Another restaurant owner, this one from Ohio and going by the handle @ThaibyTY, tweeted that Grubhub had listed incorrect information about their business and incorrect menu items and prices:

I just found this out at my restaurant in Ohio, grubhub has our business listed but the hours are different, the menu is wrong items and prices. They accept people’s “suggestions” to add a business and add without checking facts or contacting the business first due to greed. Sad

— Thai Chili (@ThaibyTY) January 26, 2020

Other services like Postmates and DoorDash follow a similar practice. The argument is that listing non-partnered restaurants widens third-party services base of restaurants and and is a way to drive more delivery orders to local restaurants.

But this practice of listing restaurants without their consent is just one of many griefs with delivery businesses are getting louder about.

Grubhub has for some time now also been dealing with a controversy around charging restaurants “bogus” phone order fees. The service announced a new phone-order system in January (which NYC regulators immediately labeled “insufficient”), but according to the NY Post, the service has yet to refund the majority of its restaurant partners on those erroneous fees.

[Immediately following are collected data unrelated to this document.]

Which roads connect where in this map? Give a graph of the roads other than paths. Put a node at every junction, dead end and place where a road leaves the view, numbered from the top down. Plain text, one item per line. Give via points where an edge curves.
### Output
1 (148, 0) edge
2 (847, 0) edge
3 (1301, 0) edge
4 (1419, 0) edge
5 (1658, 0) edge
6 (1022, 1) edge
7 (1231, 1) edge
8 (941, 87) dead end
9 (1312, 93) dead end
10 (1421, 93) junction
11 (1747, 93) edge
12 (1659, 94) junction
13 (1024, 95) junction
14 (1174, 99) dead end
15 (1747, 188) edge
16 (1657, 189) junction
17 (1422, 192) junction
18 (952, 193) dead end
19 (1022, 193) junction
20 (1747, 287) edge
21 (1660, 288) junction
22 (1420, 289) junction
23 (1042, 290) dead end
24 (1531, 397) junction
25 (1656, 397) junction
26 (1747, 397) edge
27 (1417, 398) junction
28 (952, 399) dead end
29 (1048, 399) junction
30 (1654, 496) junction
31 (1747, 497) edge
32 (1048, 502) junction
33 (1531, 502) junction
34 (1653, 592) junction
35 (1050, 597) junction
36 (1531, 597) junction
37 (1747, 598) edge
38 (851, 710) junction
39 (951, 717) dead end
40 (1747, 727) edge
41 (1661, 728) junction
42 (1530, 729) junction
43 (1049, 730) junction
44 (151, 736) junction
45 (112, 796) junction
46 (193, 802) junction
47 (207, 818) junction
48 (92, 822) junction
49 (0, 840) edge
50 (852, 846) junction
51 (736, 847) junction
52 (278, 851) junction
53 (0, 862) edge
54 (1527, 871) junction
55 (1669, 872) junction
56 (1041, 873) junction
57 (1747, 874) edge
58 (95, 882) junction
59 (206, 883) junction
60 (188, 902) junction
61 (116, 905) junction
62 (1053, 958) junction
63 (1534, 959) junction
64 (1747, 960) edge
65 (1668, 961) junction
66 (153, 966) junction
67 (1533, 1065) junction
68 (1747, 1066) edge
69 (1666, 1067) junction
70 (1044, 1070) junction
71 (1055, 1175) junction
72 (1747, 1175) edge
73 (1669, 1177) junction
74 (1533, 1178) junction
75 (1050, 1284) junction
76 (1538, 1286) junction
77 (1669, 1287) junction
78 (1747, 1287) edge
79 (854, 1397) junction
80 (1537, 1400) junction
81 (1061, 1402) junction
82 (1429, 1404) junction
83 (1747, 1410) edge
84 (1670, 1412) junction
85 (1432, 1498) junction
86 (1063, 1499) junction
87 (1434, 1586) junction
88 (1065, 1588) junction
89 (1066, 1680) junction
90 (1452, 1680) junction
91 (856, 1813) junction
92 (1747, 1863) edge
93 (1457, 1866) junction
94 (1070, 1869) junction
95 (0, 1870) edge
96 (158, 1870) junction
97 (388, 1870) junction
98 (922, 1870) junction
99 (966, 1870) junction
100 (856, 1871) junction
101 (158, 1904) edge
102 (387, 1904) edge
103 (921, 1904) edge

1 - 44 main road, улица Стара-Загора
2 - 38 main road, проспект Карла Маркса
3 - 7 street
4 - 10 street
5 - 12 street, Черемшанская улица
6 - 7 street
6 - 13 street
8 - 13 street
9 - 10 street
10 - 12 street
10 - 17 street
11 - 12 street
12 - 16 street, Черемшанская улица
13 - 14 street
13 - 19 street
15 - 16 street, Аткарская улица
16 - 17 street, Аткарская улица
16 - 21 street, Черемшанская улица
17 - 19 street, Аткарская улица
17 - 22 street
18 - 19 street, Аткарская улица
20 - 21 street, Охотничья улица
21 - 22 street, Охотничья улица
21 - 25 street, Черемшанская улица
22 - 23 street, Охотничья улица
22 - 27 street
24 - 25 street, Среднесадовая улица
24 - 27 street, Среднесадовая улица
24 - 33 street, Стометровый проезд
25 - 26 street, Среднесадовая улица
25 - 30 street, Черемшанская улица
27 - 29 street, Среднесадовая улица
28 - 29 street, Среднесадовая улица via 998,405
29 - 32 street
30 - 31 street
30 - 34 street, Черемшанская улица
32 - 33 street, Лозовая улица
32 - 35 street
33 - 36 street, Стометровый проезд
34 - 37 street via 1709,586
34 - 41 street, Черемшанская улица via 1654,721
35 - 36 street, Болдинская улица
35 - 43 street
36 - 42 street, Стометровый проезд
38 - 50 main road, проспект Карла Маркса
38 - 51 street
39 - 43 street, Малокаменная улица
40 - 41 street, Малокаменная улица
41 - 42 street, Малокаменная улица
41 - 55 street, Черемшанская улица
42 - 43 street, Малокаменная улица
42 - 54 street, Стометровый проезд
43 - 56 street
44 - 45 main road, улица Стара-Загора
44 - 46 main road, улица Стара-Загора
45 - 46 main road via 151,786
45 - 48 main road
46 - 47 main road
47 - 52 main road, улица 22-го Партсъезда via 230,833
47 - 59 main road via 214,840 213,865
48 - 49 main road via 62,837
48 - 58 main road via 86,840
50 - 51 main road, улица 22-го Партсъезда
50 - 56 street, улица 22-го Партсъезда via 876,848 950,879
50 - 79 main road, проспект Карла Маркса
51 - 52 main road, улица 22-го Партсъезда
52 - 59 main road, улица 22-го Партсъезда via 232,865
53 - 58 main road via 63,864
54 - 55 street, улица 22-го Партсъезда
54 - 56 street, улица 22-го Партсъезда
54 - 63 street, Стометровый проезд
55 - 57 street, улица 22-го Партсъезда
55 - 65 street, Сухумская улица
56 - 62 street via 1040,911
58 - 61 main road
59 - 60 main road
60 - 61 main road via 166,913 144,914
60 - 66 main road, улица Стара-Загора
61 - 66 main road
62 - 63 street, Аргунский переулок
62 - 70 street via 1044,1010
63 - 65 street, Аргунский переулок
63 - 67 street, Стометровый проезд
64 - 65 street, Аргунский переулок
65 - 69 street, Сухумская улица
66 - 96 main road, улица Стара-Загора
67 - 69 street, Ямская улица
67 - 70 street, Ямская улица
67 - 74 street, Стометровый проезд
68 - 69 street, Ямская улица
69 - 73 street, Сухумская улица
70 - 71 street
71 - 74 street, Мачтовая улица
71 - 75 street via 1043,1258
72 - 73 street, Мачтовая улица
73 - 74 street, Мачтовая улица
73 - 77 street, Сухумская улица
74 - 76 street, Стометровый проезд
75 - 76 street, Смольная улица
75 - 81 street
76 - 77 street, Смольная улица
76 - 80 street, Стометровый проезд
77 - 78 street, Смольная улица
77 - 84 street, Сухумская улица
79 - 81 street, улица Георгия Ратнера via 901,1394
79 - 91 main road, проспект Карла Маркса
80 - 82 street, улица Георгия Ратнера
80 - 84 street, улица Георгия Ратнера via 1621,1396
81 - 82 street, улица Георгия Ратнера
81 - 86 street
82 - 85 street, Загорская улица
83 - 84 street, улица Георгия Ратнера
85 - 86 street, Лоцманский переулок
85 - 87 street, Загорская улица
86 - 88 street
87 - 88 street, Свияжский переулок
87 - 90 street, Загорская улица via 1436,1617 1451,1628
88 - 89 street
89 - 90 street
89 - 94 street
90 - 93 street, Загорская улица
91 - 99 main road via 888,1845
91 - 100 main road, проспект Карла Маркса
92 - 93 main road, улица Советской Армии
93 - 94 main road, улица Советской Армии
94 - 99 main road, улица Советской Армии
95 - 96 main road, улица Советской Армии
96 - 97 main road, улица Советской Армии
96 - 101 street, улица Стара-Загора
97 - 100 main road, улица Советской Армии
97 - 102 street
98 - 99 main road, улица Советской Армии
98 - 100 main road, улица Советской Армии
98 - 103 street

That service, along with Uber Eats, was the center of an oversight hearing in Manhattan last year that called into question the commission fees delivery services extract from restaurants, usually 20 to 30 percent of each transaction. Caps have also been proposed for these commission fees.

DoorDash isn’t off the hook, either, given the controversy last year around how the service tips its workers, a point that’s the center of a lawsuit filed by DC Attorney General Karl Racine.

I wrote back in December that, for at least the first half of 2020, we should expect the already messy food delivery space to get even messier “get messier, raise more questions, and incite more regulatory battles as it progresses towards normalization.”

But maybe it shouldn’t normalize, at least not in its current form. Maybe this latest controversy should instead encourage more restaurants to vocalize their concerns around the unregulated, unsustainable beast third-party delivery is becoming, and in some cases, take further action in order to become a legitimate threat. Techamuanvivit, for her part, is promising legal action against Grubhub and has encouraged other restaurants to do the same.

Litigation is tricky, though. In-N-Out Burger famously tried to sue DoorDash in 2015 but the case was dismissed two months later in a confidential settlement. What the industry needs to see are examples of such lawsuits going to trial and their outcomes forcing changes in how business gets done between restaurants and third-party services. There are no guarantees that will happen.

There are arguments out there that if restaurants don’t like the way these third-party services operate, they shouldn’t use them. That angle might have held water two years ago. Now, off-premises orders are expected to drive most restaurant sales over the next decade, which means delivery is practically mandatory for many restaurant types. Unless you’re a restaurant like Kin Khao, where delivery doesn’t make sense for your brand, most restaurants have to contend with marketing costs, paying drivers, and managing the technical logistics of on-demand ordering. Often the cheapest way to do that is to use third-party services, which may handle the heavy lifting of delivery operations for the restaurants but which are also largely unregulated and as of now face little accountability for their business practices.

Whether Techamuanvivit’s Twitter takedown of Grubhub and possible forthcoming lawsuit can inspire others in more precarious positions (those restaurants who feel they need the partnerships with third-party services), remains a question.

Meanwhile, talk of consolidation among third parties continues, and worry from investors over profitably continues to threaten the model. Coupled with growing concern and louder voices from the restaurants themselves, it seems more likely that something big is going to give very soon. And it should. Otherwise, everyone loses in the long term.